The long-run math is striking. At 7% annual return over 30 years, $10,000 grows to approximately $76,000 in a taxable account (after accounting for annual tax drag on dividends and gains) versus roughly $96,000 in a tax-deferred retirement account — a difference of $20,000 from the same initial investment. The longer the time horizon, the wider that gap becomes.
Taxable Brokerage
→Dividend paid → taxed immediately (0–37%)
→Capital gain realized → taxed same year
→Only after-tax dollars continue compounding
→$10,000 → ~$76,000 after 30 years at 7%
Retirement Account
→Dividend paid → no tax due this year
→Gains accumulate without annual tax drag
→Full balance keeps compounding year after year
→$10,000 → ~$96,000 after 30 years at 7%
The $20,000 difference above assumes a modest starting amount. Multiply this across decades of consistent contributions and you understand why maxing tax-advantaged accounts before investing in a taxable brokerage is one of the highest-return financial decisions you can make.
Account Type Overview
Six major retirement account types cover nearly every employment situation. Each has different contribution limits, tax treatment, and rules about who can use them.
The Priority Stack — Which to Use First
Not all retirement dollars are equal. The order in which you fill these accounts has a significant impact on your long-run wealth. Here is the right sequence, from highest priority to lowest:
1
401(k) to the employer match
This is free money — always capture it first. A 50–100% instant return beats every other investment.
2
Roth IRA to max ($7,000)
If income-eligible. Tax-free growth for decades — fund this before adding more to your 401(k).
3
HSA to max (if on HDHP)
Triple tax advantage: pre-tax in, tax-free growth, tax-free out for medical. Unmatched by any other account.
4
401(k) to the annual max ($23,000)
After Roth IRA and HSA are funded, go back and fill your 401(k) to the full employee limit.
5
Taxable brokerage (no limit)
No tax advantages, but no restrictions either. Use for goals before retirement or once all other accounts are maxed.
Required Minimum Distributions (RMDs)
Pre-tax accounts — Traditional 401(k), Traditional IRA — require you to start withdrawing money at age 73. The IRS calculates a minimum withdrawal amount each year based on your account balance and life expectancy. You cannot leave this money growing indefinitely in pre-tax accounts.
Roth IRAs do NOT have RMDs during your lifetime. That money can keep compounding tax-free for as long as you live. For wealthy retirees who don't need the cash flow, this is a major advantage — and it's one reason high earners increasingly favor Roth 401(k)s and backdoor Roth conversions.
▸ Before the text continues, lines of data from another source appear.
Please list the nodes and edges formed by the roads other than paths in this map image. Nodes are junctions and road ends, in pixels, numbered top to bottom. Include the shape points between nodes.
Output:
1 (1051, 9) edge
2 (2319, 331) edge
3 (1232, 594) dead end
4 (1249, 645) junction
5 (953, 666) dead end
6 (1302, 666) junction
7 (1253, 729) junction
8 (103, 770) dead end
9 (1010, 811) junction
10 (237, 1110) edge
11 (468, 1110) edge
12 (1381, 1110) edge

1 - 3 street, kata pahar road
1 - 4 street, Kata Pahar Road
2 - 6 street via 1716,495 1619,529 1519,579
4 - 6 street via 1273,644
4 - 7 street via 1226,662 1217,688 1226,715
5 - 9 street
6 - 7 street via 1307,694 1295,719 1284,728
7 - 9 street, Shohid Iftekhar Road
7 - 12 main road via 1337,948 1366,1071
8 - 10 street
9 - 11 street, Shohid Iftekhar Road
Failing to take an RMD when required triggers a 25% excise tax on the amount you should have withdrawn. This is one of the more painful IRS penalties — and it's entirely avoidable with a simple annual reminder.
Quick Knowledge Check
3 questions · test what you've just learned
1
Which retirement account offers the BEST tax treatment overall?
2
You have a Traditional IRA with $500,000 at age 73. What must you do?
3
You earn $50,000/year and your employer matches 50% of your 401(k) contributions up to 6% of salary. What is the maximum employer match you can receive?
✓ Key takeaways from Lesson 1
Tax sheltering in retirement accounts produces ~$20,000 more on a single $10,000 investment over 30 years at 7% versus a taxable account.
Six major account types: 401(k)/403(b), Traditional IRA, Roth IRA, Roth 401(k), SEP-IRA, and HSA — each with different limits, rules, and tax treatment.
Priority stack: capture the employer match first, then Roth IRA, then HSA (if eligible), then max the 401(k), then taxable brokerage.
Pre-tax accounts require RMDs at age 73; Roth IRAs have no RMDs during your lifetime.
The HSA is technically the most tax-advantaged account available — triple tax benefit if used for medical expenses.